International school is genuinely the right choice for some families. If your child has mild, well-managed needs — controlled ADHD, mild dyslexia, or social-emotional needs — and your stay in Italy is short (one to two years), the continuity of an English-language curriculum and familiar educational framework can outweigh the limitations of the school's SEN provision.

International school also makes sense if your child's needs are such that the language barrier of the Italian public system would itself create significant obstacles — particularly for children with communication disorders or autism spectrum profiles where routine and language consistency are clinically important.

For these families, the recommendation is to be exhaustively specific during admissions about your child's diagnosis, current accommodations, and what support they actually need. Get any accommodation commitments in writing before signing enrollment contracts. Ask specifically: what happens if my child's needs change? What is the process for exiting a student from the learning support program?

The Public School Alternative for Complex Needs

For children with significant disabilities — those who would qualify for Art. 3, Comma 3 designation under Law 104 (severe disability requiring intensive continuous support) — the Italian public system often provides more comprehensive support than any private alternative.

Under Law 104, Article 3 Comma 3, a child with severe disability is entitled to the maximum allocation of support hours, potentially covering the entire school week. They may also receive additional OEPAC (assistants for autonomy and communication) alongside the support teacher. These rights are legally enforceable.

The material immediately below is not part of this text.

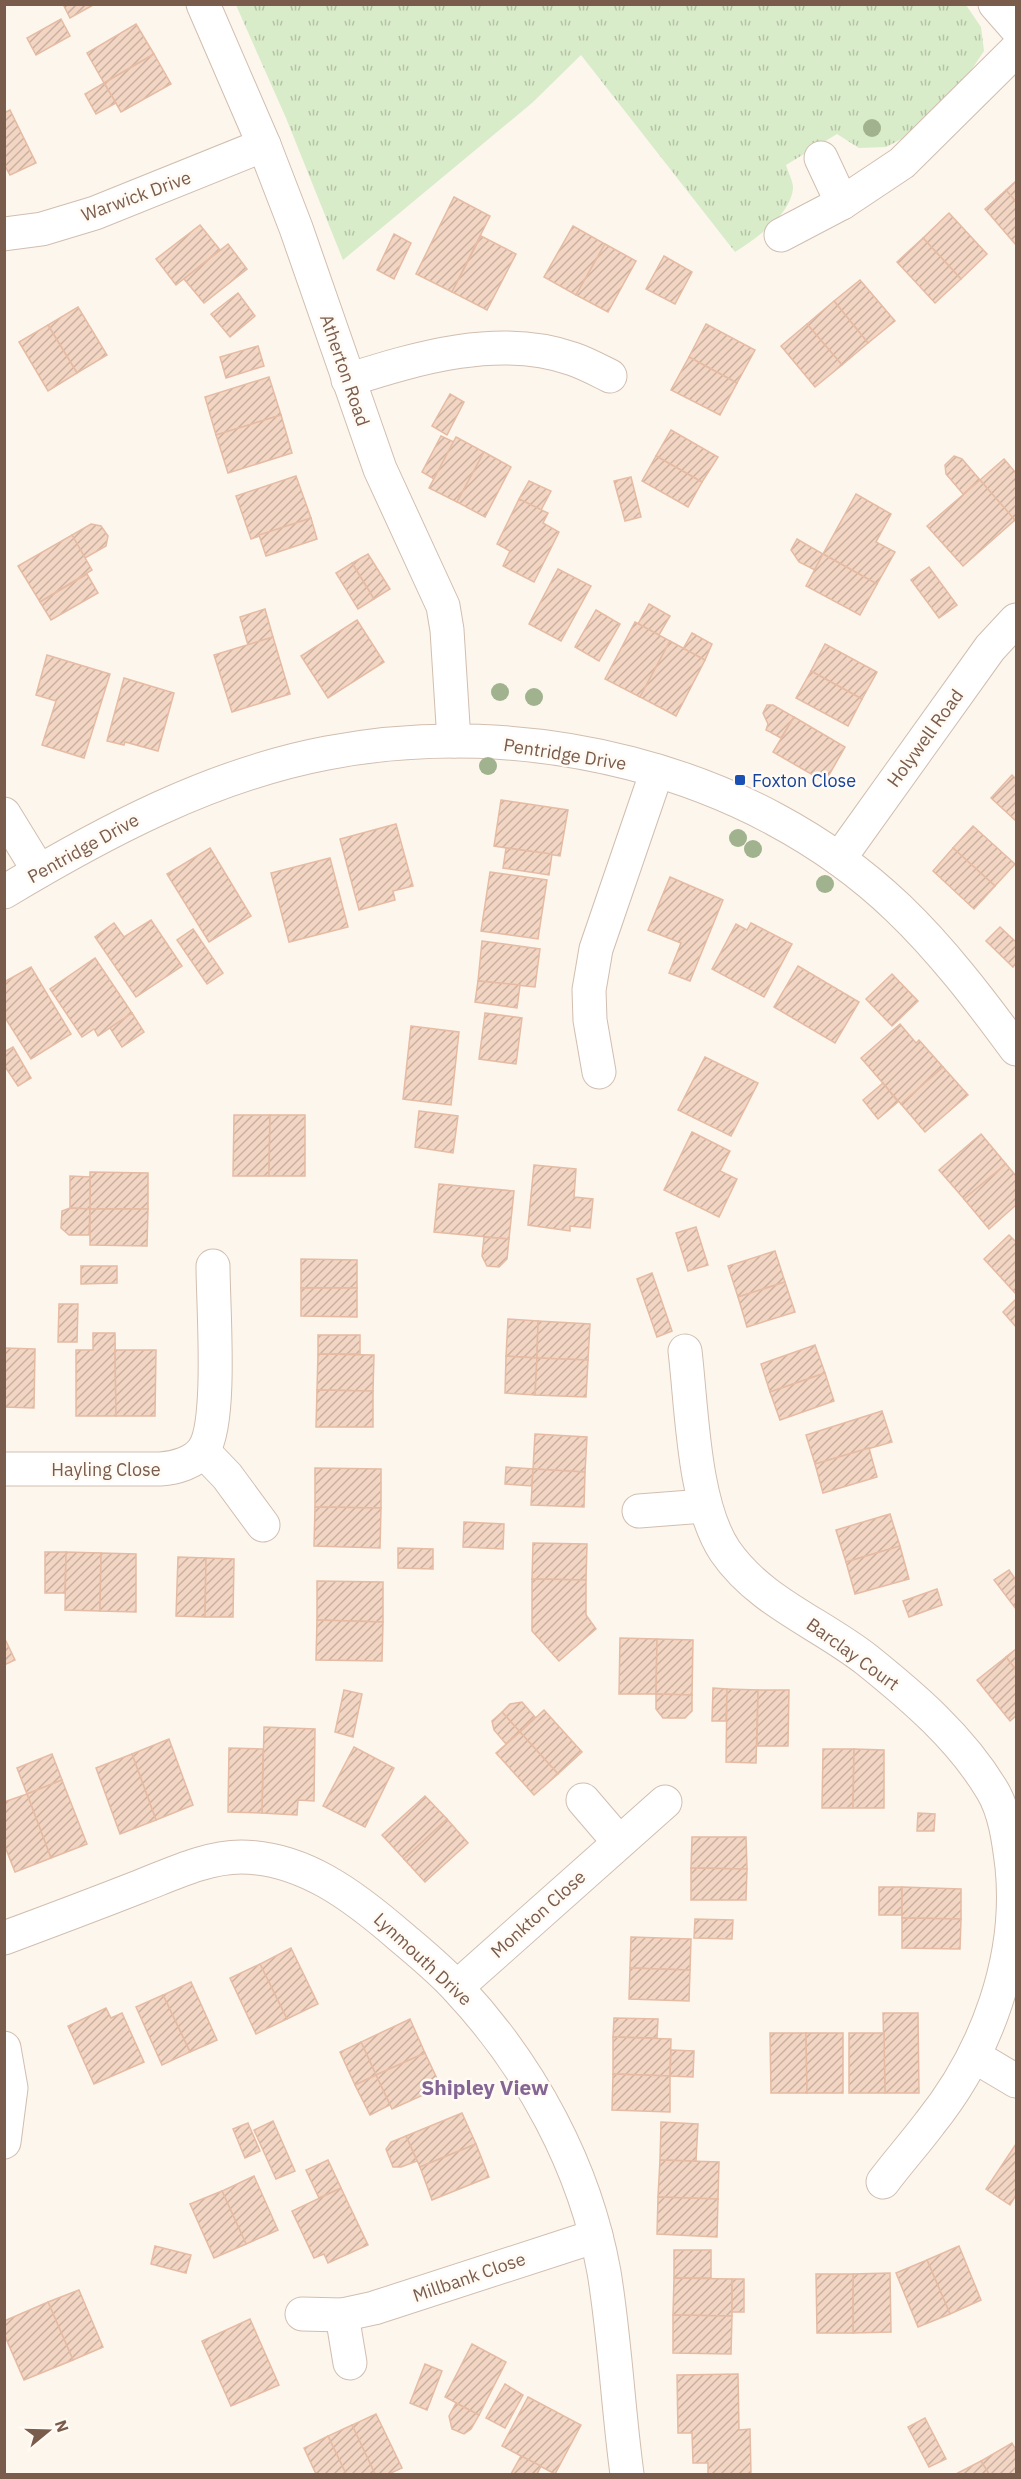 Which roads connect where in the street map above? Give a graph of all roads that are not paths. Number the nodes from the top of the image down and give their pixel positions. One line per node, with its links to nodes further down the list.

Schools that fail to deliver the mandated hours can be compelled to comply through TAR proceedings — a route Italian families use regularly, accounting for over 4% of families with disabled children nationally.

The trade-off is the bureaucratic investment: months of navigating the ASL certification process, GLO meetings conducted in Italian, and the teacher turnover problem that affects over half of all students with disabilities each September.

The Italy Special Education Blueprint walks through both paths in detail, with the full certification process, your rights under Law 104 Comma 1 versus Comma 3, and preparation for GLO meetings — so you can make this decision with a clear picture of what each option actually delivers.

Making the Decision

The honest answer is that there is no simple choice. Families with the financial resources to choose international school should make that decision based on their child's specific profile and the specific school's actual capabilities — not on assumptions.

Before enrolling anywhere, request a meeting with the learning support coordinator, bring your child's documentation, and ask explicitly: what has your school done for students with [your child's specific diagnosis]? What accommodations can you confirm in writing as part of enrollment? Have they served children with similar profiles successfully, and can they provide a reference from a parent?

The same rigor applies to the public system. Request a meeting with the school's Referente per l'Inclusione (inclusion coordinator) before enrollment, understand the ASL certification timeline in your specific city, and enter the system with realistic expectations about teacher continuity.